Post- mortem findings of asphyxial death
• External findings;
• 1.Face is pale, edematous and cyanosed.
• 2. Protrusion of eyeball and tongue may be found.
• 3. Dribbling of saliva or blood stained froth may be
found in the mouth.
• 4.Cyanosis is well marked in face including
lips,eyelids, nail bed.
• 5.Petechial haemorrhage on the skin and mucosa of
face, conjunctiva etc.
• 6.Post-mortem hypostasis is well marked than
any other death.
• 7. Signs of involuntary discharge eg: urination,
defaecation, ejaculation.
• Internal findings:
• 1.Blood is dark in colour and more fluidity due
to increased CO2 and fibrinolysis respectively.

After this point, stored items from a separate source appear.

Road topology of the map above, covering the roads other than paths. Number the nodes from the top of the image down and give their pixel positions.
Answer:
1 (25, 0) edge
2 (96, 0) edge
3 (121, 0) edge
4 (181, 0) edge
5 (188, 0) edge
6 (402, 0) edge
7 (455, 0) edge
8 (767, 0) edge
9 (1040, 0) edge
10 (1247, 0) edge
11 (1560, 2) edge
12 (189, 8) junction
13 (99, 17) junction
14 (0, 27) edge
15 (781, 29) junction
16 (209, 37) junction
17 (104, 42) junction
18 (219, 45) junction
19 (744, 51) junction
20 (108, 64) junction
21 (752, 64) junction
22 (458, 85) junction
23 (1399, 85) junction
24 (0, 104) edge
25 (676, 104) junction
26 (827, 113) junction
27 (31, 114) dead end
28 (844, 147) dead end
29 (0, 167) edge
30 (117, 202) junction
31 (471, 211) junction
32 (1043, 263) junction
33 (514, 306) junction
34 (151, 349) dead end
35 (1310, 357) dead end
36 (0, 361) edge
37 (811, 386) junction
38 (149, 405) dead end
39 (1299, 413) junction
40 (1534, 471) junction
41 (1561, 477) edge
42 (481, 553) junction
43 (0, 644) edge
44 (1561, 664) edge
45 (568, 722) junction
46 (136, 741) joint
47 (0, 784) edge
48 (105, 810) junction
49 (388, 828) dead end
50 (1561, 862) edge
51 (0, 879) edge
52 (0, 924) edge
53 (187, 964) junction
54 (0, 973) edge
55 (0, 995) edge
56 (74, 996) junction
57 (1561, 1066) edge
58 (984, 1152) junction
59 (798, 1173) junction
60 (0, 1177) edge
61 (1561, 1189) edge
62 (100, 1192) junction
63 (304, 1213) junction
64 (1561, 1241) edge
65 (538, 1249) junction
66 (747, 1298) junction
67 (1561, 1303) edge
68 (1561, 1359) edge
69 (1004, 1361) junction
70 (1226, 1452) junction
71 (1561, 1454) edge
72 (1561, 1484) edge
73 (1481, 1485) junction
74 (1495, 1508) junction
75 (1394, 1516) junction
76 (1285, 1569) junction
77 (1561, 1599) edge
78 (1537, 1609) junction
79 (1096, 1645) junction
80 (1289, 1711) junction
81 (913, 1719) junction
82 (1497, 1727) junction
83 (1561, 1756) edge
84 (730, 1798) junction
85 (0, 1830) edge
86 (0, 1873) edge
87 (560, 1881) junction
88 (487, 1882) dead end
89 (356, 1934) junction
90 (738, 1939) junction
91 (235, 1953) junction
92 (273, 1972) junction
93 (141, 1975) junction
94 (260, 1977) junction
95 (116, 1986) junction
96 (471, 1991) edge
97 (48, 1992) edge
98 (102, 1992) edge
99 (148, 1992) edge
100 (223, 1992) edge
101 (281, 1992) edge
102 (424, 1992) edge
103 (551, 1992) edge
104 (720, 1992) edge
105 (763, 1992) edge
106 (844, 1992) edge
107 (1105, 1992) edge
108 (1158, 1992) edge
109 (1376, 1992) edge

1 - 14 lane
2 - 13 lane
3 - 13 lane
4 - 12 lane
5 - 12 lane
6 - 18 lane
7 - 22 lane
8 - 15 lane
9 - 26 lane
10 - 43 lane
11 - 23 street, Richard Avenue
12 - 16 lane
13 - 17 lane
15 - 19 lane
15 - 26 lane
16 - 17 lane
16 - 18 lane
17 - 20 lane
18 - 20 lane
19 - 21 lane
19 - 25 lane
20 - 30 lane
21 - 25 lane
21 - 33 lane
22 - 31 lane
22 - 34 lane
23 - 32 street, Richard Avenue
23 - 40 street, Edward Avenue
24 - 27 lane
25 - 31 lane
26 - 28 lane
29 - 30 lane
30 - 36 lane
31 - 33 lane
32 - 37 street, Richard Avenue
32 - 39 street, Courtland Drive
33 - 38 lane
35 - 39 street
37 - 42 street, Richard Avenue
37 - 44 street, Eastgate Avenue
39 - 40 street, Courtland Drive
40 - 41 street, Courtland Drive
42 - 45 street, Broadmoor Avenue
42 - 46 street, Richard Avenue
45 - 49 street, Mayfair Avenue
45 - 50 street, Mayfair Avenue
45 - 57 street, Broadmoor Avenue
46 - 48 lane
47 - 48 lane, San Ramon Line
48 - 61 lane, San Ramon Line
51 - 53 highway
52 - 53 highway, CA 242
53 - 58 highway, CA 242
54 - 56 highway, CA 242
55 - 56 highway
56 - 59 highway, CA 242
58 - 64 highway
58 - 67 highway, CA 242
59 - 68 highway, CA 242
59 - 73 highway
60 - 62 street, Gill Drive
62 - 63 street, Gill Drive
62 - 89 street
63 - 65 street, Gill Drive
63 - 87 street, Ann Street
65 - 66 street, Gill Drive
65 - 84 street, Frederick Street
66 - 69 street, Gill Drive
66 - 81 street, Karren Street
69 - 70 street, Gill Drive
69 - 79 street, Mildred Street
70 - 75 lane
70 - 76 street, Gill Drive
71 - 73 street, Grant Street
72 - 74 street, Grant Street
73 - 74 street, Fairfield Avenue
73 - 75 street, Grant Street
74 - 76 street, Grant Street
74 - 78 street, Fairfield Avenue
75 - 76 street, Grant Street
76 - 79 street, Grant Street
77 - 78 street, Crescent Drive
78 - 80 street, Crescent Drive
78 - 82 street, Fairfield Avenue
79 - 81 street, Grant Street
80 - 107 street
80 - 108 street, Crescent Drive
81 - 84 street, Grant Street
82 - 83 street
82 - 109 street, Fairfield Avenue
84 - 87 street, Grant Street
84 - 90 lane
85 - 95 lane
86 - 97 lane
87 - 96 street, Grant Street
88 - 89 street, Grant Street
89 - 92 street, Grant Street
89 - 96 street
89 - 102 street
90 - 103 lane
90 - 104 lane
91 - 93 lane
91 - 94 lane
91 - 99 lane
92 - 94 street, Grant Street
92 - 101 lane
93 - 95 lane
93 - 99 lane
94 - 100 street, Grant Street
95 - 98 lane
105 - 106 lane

• 2. Congestion of internal organ except spleen
which is anaemic.
• 3.The right heart and great veins are engorged
with blood.
• 4.Petechial haemorrhage/ Tardieu’s spot on the
serosal surface, eg: epicardium, visceral pleura,
intestinal mucosa etc.
• The “classical” features of asphyxia at autopsy
may not be seen in some deaths:
• 1. Vagal inhibition.
• 2. Highly decomposed body.
Mechanism of vagal inhibition
• Mechanism of vagal inhibition:
• Compression or stimulation of the carotid sinus
of carotid artery causes impulses to pass via
Herring’s nerve to the afferent fibers of the 9th
cranial nerve. This nerve in turn link in the
brainstem to the nucleus of the 10th cranial
nerve then parasympathetic efferent impulses
than descent to the heart through the branch of
vagus nerve. Stimulation of these fibers causes
profound bradycardia.as a result cardiac arrest.